- **Task statement**: Among the entries below, please show each line that carries the word "Autopista".

━━━━━━━━━━

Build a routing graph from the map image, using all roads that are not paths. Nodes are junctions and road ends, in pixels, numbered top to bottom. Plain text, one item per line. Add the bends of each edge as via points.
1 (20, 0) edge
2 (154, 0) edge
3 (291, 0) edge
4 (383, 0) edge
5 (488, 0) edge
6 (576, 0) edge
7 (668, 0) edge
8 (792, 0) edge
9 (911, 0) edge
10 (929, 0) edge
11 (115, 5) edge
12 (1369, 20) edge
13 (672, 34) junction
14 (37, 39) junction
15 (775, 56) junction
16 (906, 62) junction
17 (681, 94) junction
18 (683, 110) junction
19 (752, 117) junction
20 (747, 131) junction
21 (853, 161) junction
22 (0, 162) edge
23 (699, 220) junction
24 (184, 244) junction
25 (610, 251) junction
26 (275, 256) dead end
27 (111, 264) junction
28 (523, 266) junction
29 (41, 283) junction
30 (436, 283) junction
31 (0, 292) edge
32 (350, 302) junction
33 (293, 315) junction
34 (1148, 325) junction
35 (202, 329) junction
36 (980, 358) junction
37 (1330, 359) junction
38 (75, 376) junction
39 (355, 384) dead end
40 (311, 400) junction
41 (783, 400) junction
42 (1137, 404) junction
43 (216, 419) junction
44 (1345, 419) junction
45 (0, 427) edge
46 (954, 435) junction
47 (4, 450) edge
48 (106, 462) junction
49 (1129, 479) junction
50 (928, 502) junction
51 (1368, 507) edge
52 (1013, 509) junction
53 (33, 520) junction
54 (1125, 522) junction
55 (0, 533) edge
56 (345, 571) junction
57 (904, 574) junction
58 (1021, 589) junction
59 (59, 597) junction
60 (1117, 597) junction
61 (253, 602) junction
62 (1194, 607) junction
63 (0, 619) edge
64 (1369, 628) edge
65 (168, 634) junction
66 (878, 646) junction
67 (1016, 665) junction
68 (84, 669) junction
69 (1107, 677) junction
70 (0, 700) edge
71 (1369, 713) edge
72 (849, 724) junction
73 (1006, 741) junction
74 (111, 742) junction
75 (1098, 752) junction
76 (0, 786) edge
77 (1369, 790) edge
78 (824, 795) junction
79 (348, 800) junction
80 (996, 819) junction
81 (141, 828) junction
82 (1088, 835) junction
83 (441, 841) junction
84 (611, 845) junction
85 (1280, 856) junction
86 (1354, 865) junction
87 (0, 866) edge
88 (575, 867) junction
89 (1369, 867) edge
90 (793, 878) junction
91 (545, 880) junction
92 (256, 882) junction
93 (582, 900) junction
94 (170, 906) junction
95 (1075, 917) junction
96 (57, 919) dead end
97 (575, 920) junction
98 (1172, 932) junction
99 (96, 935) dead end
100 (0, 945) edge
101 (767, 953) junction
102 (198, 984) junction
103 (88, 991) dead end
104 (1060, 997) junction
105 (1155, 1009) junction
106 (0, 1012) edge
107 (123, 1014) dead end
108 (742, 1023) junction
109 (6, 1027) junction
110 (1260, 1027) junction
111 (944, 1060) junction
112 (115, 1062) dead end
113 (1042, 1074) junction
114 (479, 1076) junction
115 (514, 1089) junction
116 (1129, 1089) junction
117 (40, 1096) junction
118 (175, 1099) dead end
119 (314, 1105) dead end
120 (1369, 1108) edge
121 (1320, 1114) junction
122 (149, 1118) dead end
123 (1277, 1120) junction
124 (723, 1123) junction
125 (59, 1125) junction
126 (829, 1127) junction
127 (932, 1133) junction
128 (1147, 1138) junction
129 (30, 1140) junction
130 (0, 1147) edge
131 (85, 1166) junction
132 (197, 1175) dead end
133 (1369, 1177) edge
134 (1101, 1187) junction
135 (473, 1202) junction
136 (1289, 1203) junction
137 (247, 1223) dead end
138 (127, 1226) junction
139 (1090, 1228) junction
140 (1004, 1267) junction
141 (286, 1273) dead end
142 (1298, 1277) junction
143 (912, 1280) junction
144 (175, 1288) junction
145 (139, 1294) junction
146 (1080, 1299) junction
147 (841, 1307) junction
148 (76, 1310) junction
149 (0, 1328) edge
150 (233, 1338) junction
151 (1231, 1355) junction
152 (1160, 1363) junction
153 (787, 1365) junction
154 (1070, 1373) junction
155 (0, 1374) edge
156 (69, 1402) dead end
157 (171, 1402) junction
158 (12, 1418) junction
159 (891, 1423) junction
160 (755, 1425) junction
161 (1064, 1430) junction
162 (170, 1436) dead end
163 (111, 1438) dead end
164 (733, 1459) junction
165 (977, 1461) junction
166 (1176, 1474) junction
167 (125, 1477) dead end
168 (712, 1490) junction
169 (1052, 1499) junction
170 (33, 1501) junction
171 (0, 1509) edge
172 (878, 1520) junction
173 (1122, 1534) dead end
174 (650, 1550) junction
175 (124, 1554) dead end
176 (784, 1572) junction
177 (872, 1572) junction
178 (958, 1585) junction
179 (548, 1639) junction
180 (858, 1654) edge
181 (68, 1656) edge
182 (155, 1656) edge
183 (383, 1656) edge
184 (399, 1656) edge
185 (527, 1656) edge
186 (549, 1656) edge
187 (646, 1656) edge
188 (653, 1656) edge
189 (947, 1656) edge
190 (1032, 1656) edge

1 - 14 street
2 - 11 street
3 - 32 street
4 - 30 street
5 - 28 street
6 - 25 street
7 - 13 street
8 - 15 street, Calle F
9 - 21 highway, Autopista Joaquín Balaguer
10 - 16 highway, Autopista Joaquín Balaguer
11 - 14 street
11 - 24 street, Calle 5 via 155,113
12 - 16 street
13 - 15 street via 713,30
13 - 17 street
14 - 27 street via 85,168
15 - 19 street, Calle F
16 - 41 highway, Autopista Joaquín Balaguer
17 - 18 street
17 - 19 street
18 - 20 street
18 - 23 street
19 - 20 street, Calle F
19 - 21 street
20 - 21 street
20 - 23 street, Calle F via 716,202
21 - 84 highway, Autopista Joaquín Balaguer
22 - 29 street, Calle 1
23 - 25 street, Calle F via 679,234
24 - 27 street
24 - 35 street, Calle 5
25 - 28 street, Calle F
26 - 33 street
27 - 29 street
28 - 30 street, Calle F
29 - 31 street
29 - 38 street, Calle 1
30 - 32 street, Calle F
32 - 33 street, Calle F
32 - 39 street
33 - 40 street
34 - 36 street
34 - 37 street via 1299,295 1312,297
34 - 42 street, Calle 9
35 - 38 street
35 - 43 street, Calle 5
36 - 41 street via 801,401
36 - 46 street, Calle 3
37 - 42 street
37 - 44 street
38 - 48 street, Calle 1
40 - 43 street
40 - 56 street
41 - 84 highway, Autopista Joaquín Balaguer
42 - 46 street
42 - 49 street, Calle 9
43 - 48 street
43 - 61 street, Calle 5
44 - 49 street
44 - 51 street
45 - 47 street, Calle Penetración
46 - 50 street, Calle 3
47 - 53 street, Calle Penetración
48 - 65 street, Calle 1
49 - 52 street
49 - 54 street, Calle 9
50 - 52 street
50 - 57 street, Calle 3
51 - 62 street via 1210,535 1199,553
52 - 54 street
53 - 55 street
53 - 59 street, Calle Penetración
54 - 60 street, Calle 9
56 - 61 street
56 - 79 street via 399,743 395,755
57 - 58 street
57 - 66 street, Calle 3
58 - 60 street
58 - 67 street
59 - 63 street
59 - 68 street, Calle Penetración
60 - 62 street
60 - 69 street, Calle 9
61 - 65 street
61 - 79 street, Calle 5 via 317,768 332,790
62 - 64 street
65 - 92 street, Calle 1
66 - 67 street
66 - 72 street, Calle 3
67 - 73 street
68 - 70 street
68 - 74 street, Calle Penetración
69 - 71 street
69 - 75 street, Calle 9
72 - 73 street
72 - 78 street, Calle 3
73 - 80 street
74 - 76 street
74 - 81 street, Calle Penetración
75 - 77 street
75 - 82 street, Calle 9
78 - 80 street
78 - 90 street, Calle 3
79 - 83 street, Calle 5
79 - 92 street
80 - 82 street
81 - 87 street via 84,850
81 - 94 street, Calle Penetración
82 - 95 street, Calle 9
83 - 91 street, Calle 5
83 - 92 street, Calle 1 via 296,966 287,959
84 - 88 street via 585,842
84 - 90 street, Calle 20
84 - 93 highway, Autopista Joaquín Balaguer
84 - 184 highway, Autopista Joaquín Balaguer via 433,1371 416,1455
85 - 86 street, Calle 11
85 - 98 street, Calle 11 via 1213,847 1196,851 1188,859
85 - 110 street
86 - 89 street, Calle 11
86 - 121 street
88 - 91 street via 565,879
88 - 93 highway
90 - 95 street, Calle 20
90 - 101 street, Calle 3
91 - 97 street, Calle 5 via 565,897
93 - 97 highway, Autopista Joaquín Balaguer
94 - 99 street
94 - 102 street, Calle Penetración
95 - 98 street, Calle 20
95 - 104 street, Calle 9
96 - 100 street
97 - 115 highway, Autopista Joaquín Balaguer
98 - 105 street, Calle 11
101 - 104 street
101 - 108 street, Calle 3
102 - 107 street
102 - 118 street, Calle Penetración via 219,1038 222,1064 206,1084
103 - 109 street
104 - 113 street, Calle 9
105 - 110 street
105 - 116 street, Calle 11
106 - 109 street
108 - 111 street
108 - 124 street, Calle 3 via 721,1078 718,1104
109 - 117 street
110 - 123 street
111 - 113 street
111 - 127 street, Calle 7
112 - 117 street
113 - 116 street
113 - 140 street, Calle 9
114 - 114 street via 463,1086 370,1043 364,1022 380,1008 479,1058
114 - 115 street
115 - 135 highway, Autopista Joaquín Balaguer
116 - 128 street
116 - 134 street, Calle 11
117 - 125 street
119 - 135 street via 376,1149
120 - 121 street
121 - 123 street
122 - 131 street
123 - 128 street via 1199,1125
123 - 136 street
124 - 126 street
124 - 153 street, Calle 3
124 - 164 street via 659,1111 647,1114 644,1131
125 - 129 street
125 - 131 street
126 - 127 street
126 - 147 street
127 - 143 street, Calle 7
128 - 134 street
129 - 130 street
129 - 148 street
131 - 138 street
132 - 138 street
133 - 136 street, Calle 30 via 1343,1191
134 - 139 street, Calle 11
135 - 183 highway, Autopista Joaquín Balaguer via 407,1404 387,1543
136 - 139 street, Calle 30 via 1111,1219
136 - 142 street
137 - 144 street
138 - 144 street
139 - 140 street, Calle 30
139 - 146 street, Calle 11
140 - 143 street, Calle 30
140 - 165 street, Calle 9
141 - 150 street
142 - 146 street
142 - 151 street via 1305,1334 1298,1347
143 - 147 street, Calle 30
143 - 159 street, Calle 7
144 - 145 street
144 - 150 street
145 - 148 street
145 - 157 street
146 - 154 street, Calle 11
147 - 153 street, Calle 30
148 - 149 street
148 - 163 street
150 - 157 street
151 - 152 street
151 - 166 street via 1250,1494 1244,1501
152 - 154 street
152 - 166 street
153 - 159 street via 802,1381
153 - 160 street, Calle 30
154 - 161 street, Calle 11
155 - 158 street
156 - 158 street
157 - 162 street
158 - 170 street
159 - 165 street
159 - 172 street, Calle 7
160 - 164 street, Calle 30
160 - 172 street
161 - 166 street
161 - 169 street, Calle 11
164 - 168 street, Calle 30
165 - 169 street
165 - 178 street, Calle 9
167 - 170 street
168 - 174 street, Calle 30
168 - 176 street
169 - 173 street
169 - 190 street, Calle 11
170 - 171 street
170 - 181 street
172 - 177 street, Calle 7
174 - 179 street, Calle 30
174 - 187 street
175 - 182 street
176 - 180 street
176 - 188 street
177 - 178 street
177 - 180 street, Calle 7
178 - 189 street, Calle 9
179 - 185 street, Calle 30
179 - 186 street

━━━━━━━━━━

- **Answer**:
9 - 21 highway, Autopista Joaquín Balaguer
10 - 16 highway, Autopista Joaquín Balaguer
16 - 41 highway, Autopista Joaquín Balaguer
21 - 84 highway, Autopista Joaquín Balaguer
41 - 84 highway, Autopista Joaquín Balaguer
84 - 93 highway, Autopista Joaquín Balaguer
84 - 184 highway, Autopista Joaquín Balaguer via 433,1371 416,1455
93 - 97 highway, Autopista Joaquín Balaguer
97 - 115 highway, Autopista Joaquín Balaguer
115 - 135 highway, Autopista Joaquín Balaguer
135 - 183 highway, Autopista Joaquín Balaguer via 407,1404 387,1543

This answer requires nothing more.